» INSTRUCTIONS FOR THE TASK
Collect each line of the records containing the string "roads".

» AVAILABLE DATA
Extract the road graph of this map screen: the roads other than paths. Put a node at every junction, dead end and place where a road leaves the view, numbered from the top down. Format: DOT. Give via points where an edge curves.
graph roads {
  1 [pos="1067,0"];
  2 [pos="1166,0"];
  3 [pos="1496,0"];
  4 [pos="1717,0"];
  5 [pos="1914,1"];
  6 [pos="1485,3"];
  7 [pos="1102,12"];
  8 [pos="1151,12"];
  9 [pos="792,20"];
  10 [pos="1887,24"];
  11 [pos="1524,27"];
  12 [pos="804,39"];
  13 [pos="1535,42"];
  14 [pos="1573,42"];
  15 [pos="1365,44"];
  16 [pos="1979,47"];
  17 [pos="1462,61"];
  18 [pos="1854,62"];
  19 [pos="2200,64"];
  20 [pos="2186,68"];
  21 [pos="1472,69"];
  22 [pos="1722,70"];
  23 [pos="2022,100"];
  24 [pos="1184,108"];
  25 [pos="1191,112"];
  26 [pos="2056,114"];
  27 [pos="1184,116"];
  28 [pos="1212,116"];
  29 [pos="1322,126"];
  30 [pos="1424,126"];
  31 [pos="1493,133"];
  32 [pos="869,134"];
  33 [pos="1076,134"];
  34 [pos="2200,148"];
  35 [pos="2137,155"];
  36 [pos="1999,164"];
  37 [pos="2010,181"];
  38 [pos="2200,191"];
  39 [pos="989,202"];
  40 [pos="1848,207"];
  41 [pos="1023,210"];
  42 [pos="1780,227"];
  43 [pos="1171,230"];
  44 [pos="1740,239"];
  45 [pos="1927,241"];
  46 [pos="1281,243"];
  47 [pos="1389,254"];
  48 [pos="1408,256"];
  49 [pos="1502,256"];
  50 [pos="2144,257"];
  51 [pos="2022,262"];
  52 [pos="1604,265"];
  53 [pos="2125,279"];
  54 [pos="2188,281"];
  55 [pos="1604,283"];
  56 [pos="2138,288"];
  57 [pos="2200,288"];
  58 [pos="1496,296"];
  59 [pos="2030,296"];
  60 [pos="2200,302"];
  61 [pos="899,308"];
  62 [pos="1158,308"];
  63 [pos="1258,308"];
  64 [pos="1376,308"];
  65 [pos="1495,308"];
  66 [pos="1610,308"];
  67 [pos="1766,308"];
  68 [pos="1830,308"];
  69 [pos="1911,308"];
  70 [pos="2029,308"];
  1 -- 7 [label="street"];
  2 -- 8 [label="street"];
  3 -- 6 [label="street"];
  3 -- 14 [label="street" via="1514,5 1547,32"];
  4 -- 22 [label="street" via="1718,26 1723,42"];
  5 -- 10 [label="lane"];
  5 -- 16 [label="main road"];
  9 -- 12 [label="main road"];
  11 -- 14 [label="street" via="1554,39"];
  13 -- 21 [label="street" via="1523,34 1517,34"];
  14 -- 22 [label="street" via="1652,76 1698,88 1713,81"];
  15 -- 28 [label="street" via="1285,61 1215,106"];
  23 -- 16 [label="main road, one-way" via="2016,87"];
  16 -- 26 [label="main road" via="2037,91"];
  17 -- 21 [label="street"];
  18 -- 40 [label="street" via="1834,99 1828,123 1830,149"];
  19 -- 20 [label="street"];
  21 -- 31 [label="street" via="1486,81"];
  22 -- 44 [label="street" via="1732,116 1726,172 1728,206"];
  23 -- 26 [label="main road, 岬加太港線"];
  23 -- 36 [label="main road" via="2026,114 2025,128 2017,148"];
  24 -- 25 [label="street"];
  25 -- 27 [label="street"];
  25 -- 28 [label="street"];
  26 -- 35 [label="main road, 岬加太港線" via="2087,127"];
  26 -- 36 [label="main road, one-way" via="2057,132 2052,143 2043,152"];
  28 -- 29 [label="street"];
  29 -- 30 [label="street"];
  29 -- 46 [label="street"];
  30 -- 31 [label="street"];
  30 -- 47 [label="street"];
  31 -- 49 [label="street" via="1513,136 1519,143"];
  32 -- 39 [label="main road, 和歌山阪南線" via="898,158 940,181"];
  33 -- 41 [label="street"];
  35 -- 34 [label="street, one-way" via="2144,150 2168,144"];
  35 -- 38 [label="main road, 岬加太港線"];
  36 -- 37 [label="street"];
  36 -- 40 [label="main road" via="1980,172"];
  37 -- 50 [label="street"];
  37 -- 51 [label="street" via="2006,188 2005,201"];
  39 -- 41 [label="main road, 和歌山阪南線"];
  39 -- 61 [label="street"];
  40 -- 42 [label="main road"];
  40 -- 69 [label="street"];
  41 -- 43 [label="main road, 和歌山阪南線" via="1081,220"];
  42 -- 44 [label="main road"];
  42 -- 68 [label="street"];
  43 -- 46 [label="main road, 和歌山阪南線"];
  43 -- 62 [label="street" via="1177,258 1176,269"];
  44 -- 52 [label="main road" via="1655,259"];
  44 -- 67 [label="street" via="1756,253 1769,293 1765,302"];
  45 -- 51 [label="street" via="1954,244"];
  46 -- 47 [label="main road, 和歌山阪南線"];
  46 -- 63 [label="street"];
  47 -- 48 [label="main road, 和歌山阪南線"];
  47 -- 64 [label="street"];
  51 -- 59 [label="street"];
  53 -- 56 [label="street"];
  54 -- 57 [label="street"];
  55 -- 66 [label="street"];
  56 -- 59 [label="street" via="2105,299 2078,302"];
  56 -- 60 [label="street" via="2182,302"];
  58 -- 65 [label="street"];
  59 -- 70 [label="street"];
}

» RESULT OF THIS TASK
Extract the road graph of this map screen: the roads other than paths. Put a node at every junction, dead end and place where a road leaves the view, numbered from the top down. Format: DOT. Give via points where an edge curves.
graph roads {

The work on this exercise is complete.